Un résident de Camagüey a dénoncé la vente de riz malodorant et sale dans une bodega d'État du quartier La Rubia, ce qui a déclenché des centaines de commentaires sur les réseaux sociaux d'autres personnes affirmant avoir reçu des produits similaires dans différentes localités.
Selon la plainte publiée sur Facebook par Carlos Pimentel Esquijarosa, dans la supérette de cette zone, ils vendaient ledit céréale à 155 pesos, « comme si c'était un grand exploit ou un grand succès révolutionnaire », alors que la mauvaise odeur et la saleté faisaient douter de l'appellation de riz.

Pimentel a raconté qu'en voyant le produit, il est resté "froid" et a affirmé qu'il a refusé de l'acheter car il avait "une odeur horrible et était rempli de saleté jusqu'à la moelle". Il a qualifié la situation de "manque de respect" envers la population et a exprimé son indignation face à la qualité de la nourriture distribuée par le système commercial d'État.
La dénonciation, exprima le Camagüeyano, vise à montrer au monde comment “le communisme traite les gens ordinaires”. “Ce gouvernement, que [...] pense-t-il que nous sommes ?”, s’est-il indigné ; et il ajouta : “Jusqu'à quand cette malheureuse dictature [...] continue-t-elle à nous traiter comme des chiens ?”.
Le message, accompagné de photos et d'une vidéo, et d'un langage très fort qui témoigne de l'agacement accumulé, a suscité de nombreuses réactions parmi les internautes, beaucoup d'entre eux soutenant la dénonciation et l'associant à la énorme crise alimentaire que traverse le pays.

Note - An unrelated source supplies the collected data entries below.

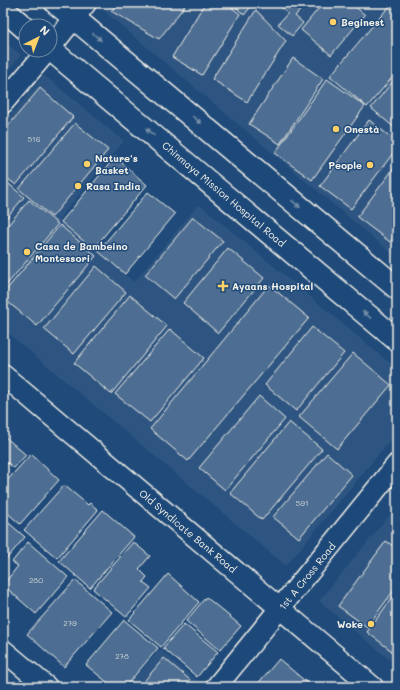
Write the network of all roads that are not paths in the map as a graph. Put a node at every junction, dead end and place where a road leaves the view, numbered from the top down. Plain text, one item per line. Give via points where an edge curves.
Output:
1 (56, 3) edge
2 (3, 9) edge
3 (80, 10) edge
4 (18, 22) edge
5 (58, 38) edge
6 (58, 57) edge
7 (41, 58) edge
8 (3, 103) edge
9 (397, 288) edge
10 (397, 340) edge
11 (3, 375) edge
12 (397, 464) edge
13 (280, 609) junction
14 (3, 650) edge
15 (47, 687) edge
16 (216, 687) edge
17 (373, 687) edge

1 - 3 main road
2 - 4 main road
3 - 5 street
3 -> 9 main road
10 -> 6 main road, Chinmaya Mission Hospital Road
7 - 8 street
11 - 13 street, Old Syndicate Bank Road
12 - 13 street, 1st A Cross Road
13 - 16 street, 1st A Cross Road
13 - 17 street, Old Syndicate Bank Road
14 - 15 street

Certains ont affirmé avoir reçu du riz similaire dans leurs dépôts et l'ont décrit comme « sale », « nauséabond » ou « immangeable ». Une utilisatrice a déclaré l'avoir acheté pour son chien et qu'après l'avoir nettoyé, elle a constaté une quantité moindre que celle attendue et de nombreuses impuretés.

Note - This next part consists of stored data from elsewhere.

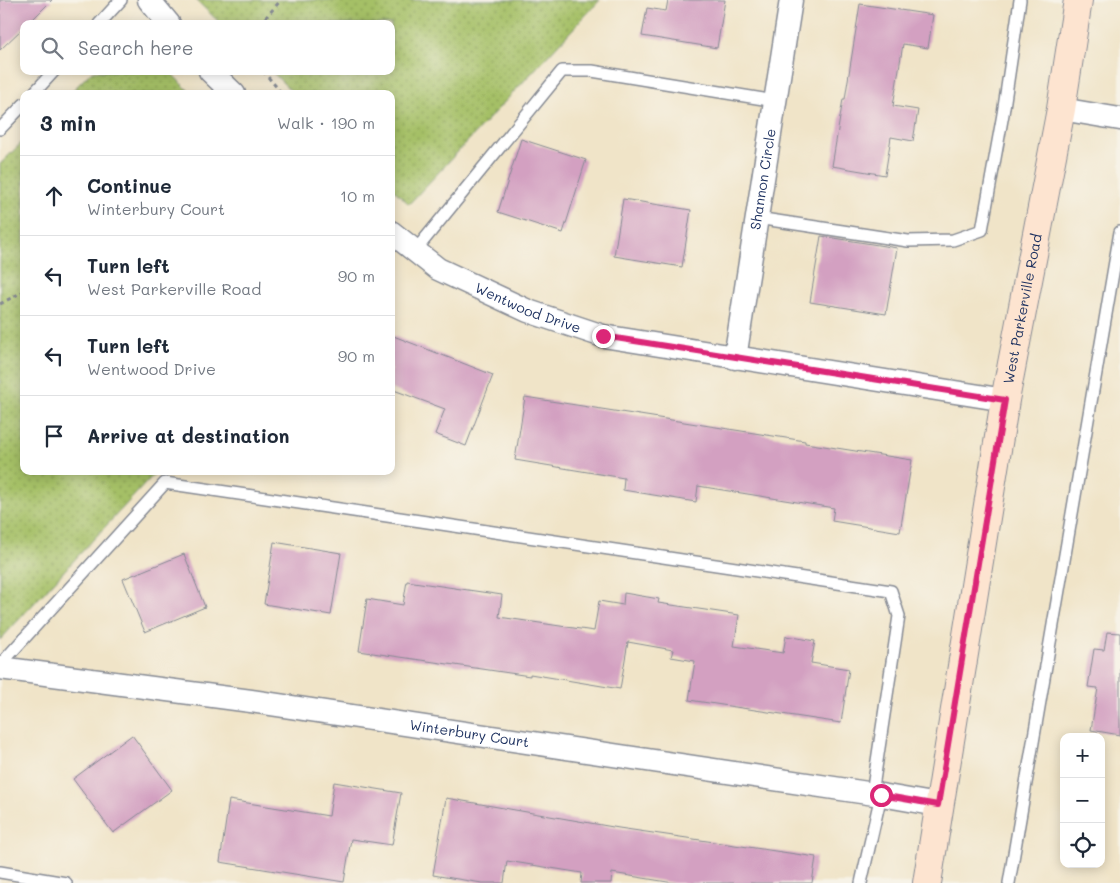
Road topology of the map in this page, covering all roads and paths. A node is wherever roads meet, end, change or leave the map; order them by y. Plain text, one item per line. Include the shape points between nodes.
1 (121, 0) edge
2 (148, 0) edge
3 (281, 0) edge
4 (791, 0) edge
5 (1020, 0) edge
6 (1078, 0) edge
7 (103, 20) edge
8 (166, 20) edge
9 (264, 20) edge
10 (50, 75) edge
11 (214, 75) edge
12 (266, 75) edge
13 (37, 90) edge
14 (230, 90) edge
15 (279, 90) edge
16 (775, 101) junction
17 (20, 108) edge
18 (1061, 109) junction
19 (1120, 119) edge
20 (0, 129) edge
21 (757, 218) junction
22 (1120, 232) edge
23 (395, 235) edge
24 (416, 251) junction
25 (20, 292) edge
26 (0, 304) edge
27 (735, 358) junction
28 (1005, 400) junction
29 (0, 667) edge
30 (876, 795) junction
31 (938, 805) junction
32 (0, 872) edge
33 (66, 883) edge
34 (861, 883) edge
35 (927, 883) edge
36 (1010, 883) edge

1 - 7 lane
2 - 8 street
3 - 9 path
4 - 16 street, Shannon Circle
5 - 21 lane via 982,230 953,240 908,241
6 - 18 main road, West Parkerville Road
10 - 13 lane
11 - 14 street
12 - 15 path
16 - 21 street, Shannon Circle
16 - 24 lane via 592,71 562,71
17 - 20 lane
18 - 19 street
18 - 28 main road, West Parkerville Road
21 - 27 street, Shannon Circle
22 - 36 lane
23 - 24 street, Wentwood Drive
24 - 27 street, Wentwood Drive via 438,269 528,311 603,336
25 - 26 path
27 - 28 street, Wentwood Drive
28 - 31 main road, West Parkerville Road
29 - 30 street, Winterbury Court via 251,701
29 - 30 lane via 165,483 195,487 891,591 899,616
30 - 31 street, Winterbury Court
30 - 34 lane
31 - 35 main road, West Parkerville Road
32 - 33 lane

D'autres commentaires ont indiqué que le riz distribué pourrait provenir de réserves stockées depuis longtemps, que le gouvernement met en vente dans des établissements commerciaux lorsqu'il est déjà périmé ou en état de notable dégradation, tandis qu'il utilise les dons alimentaires qui arrivent dans le pays pour réapprovisionner les dépôts.
La publication a également reflété le climat de frustration existant parmi de nombreux Cubains face à la détérioration de l'alimentation de base. Plusieurs commentaires ont décrit la situation comme un « abus » ou une illustration du niveau de précarité auquel fait face la population.
Au cours des dernières années, le riz —l'un des aliments fondamentaux et identitaires de la cuisine cubaine— a connu de graves problèmes d'approvisionnement dans le réseau d'État et une augmentation continue des prix sur le marché informel.
Depuis la fin de 2025, des rapports citoyens indiquaient que le produit avait largement dépassé les 300 pesos par livre sur le marché noir, reflet de la chute de l'offre et de la dégradation du pouvoir d'achat de la population.
Ainsi, des économistes et d'autres experts ont systématiquement dénoncé la chute vertigineuse de la production nationale de ce grain au cours des dernières décennies et les politiques inefficaces du gouvernement pour contrer ce problème.
La distribution du riz par le biais de la panier familial normalisé continue d'être irrégulière dans plusieurs provinces, avec des retards fréquents atteignant plusieurs mois par rapport à la date de livraison prévue et en quantités très réduites. Cela oblige la plupart des familles à chercher des alternatives sur des marchés informels ou à dépendre des envois de fonds et des "packs" alimentaires envoyés de l'étranger.
Pour beaucoup, comme le camagüeyano Carlos Pimentel Esquijarosa, ce problème spécifique ne peut être considéré isolément de la crise générale du pays. “Non à la faim. Non à la misère. Non à la tromperie. Plus de dictature”, a-t-il écrit dans sa dénonciation.